Уменья, способности и сила шамана во многом зависели от количества и качества духов-помощников. У народов с неразвитым шаманством шаманы имели достаточно ограниченный набор духов. Шаманские духи сибирских эскимосов летом представлялись в виде касаток, зимой — в виде волков. Кроме того, сибирско-эскимосские шаманы во время камлании привлекали временных помощников, а именно души умерших родственников (Теин Т. С., 1981. С. 219–224).
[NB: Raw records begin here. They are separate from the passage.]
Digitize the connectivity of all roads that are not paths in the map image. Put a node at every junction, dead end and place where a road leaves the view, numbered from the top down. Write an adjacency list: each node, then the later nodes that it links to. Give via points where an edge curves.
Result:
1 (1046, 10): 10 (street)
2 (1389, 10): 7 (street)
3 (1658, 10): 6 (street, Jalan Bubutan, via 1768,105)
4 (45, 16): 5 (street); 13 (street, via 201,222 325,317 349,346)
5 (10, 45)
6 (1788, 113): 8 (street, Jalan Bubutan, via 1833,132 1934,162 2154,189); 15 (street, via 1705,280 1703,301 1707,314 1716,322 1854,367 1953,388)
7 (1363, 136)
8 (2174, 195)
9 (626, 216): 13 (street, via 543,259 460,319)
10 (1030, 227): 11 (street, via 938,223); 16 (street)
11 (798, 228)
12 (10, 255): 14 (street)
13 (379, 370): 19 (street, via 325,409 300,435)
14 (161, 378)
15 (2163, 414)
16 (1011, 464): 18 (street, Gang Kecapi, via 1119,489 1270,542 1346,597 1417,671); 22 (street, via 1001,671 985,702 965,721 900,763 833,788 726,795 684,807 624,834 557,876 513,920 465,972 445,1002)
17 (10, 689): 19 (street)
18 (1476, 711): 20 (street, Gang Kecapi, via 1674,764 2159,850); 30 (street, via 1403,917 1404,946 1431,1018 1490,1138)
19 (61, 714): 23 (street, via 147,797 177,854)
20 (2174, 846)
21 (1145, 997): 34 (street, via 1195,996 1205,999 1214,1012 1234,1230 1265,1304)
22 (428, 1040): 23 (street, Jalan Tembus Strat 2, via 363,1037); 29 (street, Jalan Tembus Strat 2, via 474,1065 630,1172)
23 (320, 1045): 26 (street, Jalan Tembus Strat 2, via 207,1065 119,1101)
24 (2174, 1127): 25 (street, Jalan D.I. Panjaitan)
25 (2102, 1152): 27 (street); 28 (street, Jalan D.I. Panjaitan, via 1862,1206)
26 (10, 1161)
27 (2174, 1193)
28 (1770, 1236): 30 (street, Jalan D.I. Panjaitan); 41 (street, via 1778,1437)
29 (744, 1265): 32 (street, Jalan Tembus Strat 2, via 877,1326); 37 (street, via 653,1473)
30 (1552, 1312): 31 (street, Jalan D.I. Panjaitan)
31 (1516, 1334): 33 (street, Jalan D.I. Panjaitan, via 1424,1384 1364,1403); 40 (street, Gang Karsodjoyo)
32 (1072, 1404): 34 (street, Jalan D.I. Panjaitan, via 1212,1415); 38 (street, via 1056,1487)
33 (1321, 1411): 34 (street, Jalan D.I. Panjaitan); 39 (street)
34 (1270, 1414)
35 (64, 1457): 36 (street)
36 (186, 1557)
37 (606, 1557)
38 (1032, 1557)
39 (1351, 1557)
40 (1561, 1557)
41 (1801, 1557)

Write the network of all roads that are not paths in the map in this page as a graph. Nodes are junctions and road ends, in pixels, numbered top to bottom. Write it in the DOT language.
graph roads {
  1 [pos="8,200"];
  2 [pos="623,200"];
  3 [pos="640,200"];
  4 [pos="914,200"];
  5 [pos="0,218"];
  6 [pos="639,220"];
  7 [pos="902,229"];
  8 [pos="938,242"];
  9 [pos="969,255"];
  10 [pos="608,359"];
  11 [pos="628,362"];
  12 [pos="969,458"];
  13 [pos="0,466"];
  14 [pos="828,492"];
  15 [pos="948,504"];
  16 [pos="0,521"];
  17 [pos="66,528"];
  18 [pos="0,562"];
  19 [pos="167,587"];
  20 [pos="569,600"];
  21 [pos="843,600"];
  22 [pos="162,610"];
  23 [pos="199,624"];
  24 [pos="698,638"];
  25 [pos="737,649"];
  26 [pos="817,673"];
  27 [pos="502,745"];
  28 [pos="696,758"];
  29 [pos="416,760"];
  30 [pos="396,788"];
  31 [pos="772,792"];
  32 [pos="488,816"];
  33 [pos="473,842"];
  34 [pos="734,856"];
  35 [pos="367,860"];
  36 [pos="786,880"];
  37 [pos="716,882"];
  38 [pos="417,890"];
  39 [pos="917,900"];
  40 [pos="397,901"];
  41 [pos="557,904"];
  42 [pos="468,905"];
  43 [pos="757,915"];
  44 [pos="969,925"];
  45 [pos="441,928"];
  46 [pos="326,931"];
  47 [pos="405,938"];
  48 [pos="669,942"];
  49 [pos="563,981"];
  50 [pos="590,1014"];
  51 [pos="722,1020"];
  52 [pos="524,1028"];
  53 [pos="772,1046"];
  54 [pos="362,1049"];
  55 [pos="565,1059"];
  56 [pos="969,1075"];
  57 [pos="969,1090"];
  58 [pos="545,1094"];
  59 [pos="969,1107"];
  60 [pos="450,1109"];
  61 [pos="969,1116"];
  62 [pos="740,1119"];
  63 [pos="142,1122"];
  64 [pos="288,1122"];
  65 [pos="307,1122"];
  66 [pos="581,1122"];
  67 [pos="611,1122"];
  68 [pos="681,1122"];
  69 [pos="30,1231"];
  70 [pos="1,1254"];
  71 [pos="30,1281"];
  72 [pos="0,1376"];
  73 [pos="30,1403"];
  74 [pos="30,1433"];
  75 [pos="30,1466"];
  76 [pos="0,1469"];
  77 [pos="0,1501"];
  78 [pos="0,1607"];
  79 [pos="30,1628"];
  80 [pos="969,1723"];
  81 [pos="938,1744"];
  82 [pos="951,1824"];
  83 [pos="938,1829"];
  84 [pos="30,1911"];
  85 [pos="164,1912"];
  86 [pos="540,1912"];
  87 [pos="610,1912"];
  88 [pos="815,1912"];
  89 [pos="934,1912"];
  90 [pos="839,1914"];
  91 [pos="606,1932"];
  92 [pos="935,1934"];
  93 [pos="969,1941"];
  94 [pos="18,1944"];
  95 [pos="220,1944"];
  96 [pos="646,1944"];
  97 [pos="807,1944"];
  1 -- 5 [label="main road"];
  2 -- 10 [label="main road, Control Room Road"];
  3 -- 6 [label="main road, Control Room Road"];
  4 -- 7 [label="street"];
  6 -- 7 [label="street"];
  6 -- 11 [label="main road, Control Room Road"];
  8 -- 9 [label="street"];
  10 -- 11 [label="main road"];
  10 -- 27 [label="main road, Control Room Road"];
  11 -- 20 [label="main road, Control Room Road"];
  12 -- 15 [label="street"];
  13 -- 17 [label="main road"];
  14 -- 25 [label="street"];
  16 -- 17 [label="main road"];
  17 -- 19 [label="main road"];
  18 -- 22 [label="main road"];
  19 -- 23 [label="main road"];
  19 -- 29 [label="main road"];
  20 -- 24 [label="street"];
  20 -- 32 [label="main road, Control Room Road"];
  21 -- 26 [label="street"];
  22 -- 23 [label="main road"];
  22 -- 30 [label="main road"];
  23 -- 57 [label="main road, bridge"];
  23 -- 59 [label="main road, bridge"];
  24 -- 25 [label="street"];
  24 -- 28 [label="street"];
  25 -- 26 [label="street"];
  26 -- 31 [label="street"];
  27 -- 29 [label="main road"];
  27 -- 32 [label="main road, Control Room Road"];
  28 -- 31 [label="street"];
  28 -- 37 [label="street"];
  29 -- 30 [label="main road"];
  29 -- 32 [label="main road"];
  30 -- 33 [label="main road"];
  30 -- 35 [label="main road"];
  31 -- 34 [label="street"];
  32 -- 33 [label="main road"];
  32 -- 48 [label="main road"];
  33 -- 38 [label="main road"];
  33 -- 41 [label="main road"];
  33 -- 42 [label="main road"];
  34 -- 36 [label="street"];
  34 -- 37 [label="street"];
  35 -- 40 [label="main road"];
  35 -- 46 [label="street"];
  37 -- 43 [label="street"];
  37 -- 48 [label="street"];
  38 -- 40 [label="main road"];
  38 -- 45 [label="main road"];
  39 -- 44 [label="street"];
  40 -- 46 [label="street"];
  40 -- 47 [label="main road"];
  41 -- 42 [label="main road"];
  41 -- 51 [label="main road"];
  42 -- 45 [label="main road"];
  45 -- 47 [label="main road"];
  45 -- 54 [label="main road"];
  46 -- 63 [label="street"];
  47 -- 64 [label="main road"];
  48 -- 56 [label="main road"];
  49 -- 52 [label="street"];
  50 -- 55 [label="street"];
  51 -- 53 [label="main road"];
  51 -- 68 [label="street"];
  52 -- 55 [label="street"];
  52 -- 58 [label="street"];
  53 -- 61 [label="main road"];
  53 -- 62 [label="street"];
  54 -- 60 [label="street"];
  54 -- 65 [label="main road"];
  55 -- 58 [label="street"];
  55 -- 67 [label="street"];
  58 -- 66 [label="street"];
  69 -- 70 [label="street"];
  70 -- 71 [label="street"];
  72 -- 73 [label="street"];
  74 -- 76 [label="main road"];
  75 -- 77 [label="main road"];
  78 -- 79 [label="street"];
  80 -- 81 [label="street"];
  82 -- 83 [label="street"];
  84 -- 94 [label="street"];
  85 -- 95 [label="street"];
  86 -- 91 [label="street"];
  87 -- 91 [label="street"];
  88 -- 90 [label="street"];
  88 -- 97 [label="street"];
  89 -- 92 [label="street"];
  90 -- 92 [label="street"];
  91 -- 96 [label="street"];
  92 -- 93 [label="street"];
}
У чукотских шаманов в каждом конкретном камлании было задействовано обычно не более двух духов-помощников — чаще всего зверь и птица: горностай и орел, дельфин и ворон, — а иногда только одно животное (морж, олень) или только одна птица (ворон, орел) (Вдовин И. С., 19816. С. 209).

Однако, по наблюдениям В. Г. Богораз-Тана, в каждом отдельном камлании чукотские шаманы используют лишь часть своих духов. В целом же «духов бывает много. Так, в сказке о состязании двух шаманов шатер одного из них до такой степени обложен духами, что дух, посланный другим шаманом, не может найти отверстия, чтобы пробраться внутрь» (Богораз-Тан В. Г., 1939. С. 20). Если духов-помощников много и шаман хорошо справляется с ними, то камлание дается ему легко и приносит наилучший результат. После таких сеансов шаман выглядит спокойным и не ощущает физической усталости, даже если шаманское действие длилось сутки и более. «Почему я должен устать?» — говорили чукотские шаманы. — «Я ничего не делал. Все делали духи» (Богораз-Тан В. Г., 1939. С. 19).

Видимо, духи-помощники чукотских шаманов имеют своих генетических предшественников из числа личных или коллективных духов-охранителей, которыми владели всякий чукча и всякая чукотская семья.